### Problem statement
Below is a block of records. Copy every line in it that contains the word "graph".

══ Data for this task

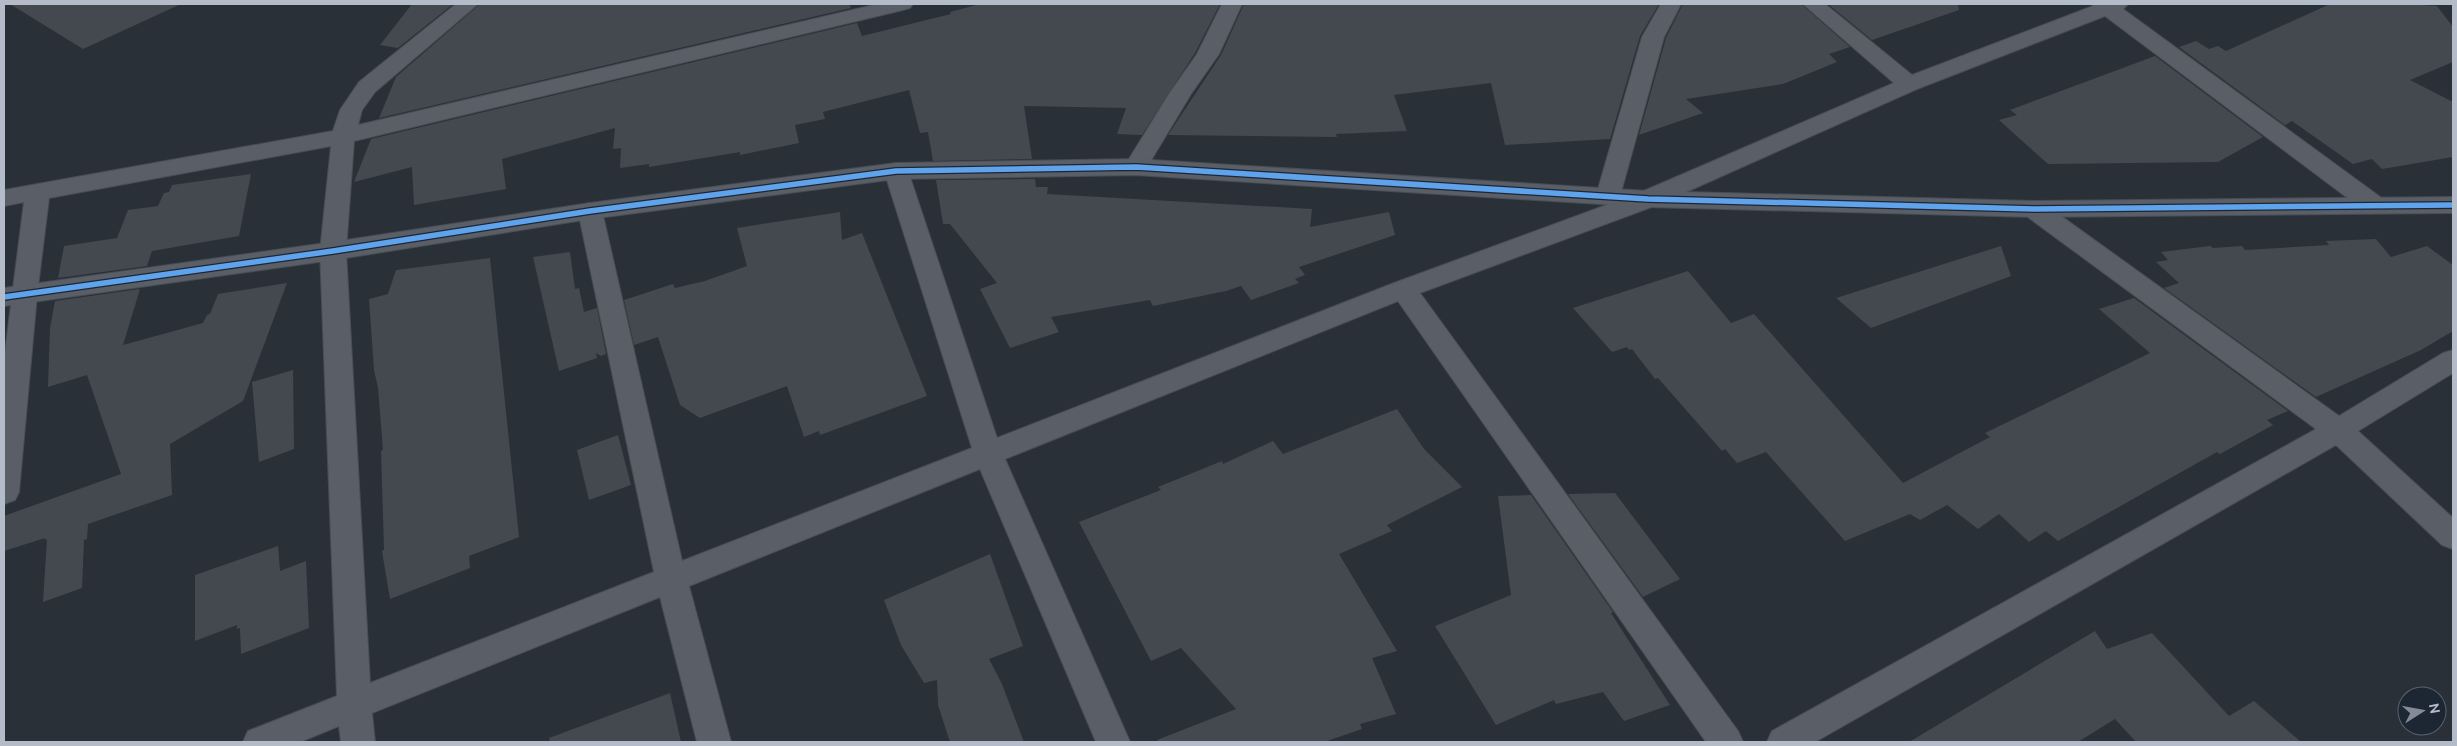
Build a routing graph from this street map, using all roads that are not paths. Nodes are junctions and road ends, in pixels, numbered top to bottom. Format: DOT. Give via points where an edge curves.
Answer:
graph roads {
  1 [pos="468,4"];
  2 [pos="902,4"];
  3 [pos="1232,4"];
  4 [pos="1671,4"];
  5 [pos="1813,4"];
  6 [pos="2109,5"];
  7 [pos="1909,84"];
  8 [pos="344,136"];
  9 [pos="1136,167"];
  10 [pos="896,171"];
  11 [pos="38,191"];
  12 [pos="1608,196"];
  13 [pos="4,198"];
  14 [pos="1648,200"];
  15 [pos="2374,205"];
  16 [pos="2453,205"];
  17 [pos="2034,209"];
  18 [pos="590,211"];
  19 [pos="333,251"];
  20 [pos="1403,289"];
  21 [pos="14,296"];
  22 [pos="2453,360"];
  23 [pos="2338,430"];
  24 [pos="988,454"];
  25 [pos="4,492"];
  26 [pos="2453,536"];
  27 [pos="671,579"];
  28 [pos="354,705"];
  29 [pos="260,742"];
  30 [pos="358,742"];
  31 [pos="714,742"];
  32 [pos="1113,742"];
  33 [pos="1726,742"];
  34 [pos="1784,742"];
  1 -- 8 [label="street" via="367,87 350,110"];
  2 -- 8 [label="street"];
  3 -- 9 [label="street" via="1208,54"];
  4 -- 12 [label="street" via="1653,38"];
  5 -- 7 [label="street"];
  6 -- 7 [label="street"];
  6 -- 15 [label="street"];
  7 -- 14 [label="street"];
  8 -- 11 [label="street"];
  8 -- 19 [label="street"];
  9 -- 10 [label="street"];
  9 -- 12 [label="street"];
  10 -- 18 [label="street"];
  10 -- 24 [label="street"];
  11 -- 13 [label="street"];
  11 -- 21 [label="street"];
  12 -- 14 [label="street"];
  14 -- 17 [label="street"];
  14 -- 20 [label="street"];
  15 -- 16 [label="street"];
  15 -- 17 [label="street"];
  17 -- 23 [label="street"];
  18 -- 19 [label="street"];
  18 -- 27 [label="street"];
  19 -- 21 [label="street"];
  19 -- 28 [label="street"];
  20 -- 24 [label="street"];
  20 -- 33 [label="street"];
  21 -- 25 [label="street"];
  22 -- 23 [label="street"];
  23 -- 26 [label="street"];
  23 -- 34 [label="street"];
  24 -- 27 [label="street"];
  24 -- 32 [label="street"];
  27 -- 28 [label="street"];
  27 -- 31 [label="street"];
  28 -- 29 [label="street"];
  28 -- 30 [label="street"];
}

════

### Reply to the task
Build a routing graph from this street map, using all roads that are not paths. Nodes are junctions and road ends, in pixels, numbered top to bottom. Format: DOT. Give via points where an edge curves.
graph roads {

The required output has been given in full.